*The data:*
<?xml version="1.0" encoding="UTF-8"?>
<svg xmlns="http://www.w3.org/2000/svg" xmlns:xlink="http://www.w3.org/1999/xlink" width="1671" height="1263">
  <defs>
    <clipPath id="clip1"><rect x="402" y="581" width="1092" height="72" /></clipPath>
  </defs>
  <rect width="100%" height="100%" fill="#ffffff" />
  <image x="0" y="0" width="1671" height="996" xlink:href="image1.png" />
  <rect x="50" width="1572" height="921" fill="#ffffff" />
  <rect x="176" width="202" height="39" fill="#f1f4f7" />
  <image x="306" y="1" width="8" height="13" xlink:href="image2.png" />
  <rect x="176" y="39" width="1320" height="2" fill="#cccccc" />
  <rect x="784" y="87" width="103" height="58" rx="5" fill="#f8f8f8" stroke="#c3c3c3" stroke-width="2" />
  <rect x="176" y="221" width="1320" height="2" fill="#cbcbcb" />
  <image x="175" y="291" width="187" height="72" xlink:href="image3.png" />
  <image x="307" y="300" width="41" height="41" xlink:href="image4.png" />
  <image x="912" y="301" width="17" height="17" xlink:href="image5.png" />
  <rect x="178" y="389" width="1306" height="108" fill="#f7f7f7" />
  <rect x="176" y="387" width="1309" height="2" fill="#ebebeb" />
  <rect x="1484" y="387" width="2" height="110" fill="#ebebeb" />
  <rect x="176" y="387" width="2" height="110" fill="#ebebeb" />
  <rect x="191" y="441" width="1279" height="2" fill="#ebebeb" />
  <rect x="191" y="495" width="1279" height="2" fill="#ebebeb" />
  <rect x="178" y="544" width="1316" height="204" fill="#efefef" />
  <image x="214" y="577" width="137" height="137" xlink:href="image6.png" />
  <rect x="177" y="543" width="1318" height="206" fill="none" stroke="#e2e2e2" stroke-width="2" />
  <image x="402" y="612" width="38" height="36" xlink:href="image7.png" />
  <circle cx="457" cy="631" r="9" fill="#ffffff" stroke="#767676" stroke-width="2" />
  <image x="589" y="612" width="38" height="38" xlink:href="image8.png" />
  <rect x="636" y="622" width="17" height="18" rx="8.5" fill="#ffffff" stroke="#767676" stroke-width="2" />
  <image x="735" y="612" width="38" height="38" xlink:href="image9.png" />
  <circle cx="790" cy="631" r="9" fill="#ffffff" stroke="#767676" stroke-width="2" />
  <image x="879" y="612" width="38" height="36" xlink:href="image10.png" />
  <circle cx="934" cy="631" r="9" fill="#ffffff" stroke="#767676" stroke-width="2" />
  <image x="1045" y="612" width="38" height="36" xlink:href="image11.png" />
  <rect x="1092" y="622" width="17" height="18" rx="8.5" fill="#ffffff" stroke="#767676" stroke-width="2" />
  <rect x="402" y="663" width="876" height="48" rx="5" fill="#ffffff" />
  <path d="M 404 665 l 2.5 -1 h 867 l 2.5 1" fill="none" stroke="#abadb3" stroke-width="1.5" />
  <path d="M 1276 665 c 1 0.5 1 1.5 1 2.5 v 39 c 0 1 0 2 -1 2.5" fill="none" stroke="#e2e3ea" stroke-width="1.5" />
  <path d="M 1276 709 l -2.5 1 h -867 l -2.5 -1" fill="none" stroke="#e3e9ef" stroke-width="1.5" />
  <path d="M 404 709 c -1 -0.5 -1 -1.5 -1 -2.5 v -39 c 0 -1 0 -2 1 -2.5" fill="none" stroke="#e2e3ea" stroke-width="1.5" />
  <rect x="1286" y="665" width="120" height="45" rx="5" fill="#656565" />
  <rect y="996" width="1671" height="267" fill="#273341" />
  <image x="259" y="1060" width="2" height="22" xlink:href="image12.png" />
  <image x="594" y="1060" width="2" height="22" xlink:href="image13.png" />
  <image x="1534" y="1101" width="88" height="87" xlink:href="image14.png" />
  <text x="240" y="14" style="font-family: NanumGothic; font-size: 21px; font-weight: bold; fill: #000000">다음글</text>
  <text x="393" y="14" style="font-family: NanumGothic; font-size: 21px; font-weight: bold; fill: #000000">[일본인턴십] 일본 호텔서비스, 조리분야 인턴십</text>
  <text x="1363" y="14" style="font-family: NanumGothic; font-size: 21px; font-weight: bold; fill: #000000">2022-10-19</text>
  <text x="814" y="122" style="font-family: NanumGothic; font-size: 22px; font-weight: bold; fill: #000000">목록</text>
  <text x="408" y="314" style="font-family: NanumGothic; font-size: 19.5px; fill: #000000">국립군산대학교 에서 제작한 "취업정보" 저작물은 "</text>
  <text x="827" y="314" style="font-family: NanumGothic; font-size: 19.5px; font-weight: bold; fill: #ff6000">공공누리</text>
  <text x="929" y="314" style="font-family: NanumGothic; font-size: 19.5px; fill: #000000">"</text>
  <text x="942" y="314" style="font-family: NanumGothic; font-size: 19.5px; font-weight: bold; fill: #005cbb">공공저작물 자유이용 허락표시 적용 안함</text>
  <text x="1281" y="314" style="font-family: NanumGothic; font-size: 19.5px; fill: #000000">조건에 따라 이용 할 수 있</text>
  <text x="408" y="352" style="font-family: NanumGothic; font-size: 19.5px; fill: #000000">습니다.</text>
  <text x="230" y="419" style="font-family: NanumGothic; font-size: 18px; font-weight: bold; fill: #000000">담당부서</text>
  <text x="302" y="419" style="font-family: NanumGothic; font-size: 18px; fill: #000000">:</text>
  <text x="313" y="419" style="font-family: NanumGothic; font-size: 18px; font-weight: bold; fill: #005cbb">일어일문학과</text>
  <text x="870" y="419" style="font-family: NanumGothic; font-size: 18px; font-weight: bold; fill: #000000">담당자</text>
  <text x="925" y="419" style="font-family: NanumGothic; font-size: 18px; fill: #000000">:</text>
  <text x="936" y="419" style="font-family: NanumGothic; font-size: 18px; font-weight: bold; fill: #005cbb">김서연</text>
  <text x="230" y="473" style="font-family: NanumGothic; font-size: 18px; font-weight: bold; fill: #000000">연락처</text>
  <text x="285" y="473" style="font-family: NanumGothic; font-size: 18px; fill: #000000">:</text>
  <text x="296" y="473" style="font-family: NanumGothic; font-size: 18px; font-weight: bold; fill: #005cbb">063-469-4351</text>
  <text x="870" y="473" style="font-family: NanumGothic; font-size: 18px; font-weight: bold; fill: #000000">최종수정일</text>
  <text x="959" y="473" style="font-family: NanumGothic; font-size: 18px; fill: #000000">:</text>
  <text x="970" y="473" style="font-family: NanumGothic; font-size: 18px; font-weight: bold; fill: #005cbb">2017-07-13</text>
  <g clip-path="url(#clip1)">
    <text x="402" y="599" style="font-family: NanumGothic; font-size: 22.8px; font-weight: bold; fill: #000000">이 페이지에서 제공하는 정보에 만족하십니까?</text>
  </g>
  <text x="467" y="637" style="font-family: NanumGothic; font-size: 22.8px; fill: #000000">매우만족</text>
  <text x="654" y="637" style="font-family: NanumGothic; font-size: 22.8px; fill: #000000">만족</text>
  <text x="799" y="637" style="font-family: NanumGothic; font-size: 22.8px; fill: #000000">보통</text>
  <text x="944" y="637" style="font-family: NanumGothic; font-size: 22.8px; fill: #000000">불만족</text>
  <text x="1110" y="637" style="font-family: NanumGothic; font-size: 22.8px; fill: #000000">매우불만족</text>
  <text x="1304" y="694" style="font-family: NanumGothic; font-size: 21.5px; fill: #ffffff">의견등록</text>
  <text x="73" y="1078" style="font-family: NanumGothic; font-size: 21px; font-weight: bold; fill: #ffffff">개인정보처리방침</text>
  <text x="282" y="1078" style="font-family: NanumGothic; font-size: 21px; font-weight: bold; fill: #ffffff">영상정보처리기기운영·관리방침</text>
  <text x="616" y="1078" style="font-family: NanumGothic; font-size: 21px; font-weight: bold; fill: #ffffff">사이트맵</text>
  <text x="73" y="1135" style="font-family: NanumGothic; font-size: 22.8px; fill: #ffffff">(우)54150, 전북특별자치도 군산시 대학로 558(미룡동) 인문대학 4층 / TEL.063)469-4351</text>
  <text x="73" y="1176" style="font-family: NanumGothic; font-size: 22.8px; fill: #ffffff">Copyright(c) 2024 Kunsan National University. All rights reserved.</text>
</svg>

*To do:* Looking at the material above, how many lines hold the word "stroke"? Only the number, please.

*Your response:* 11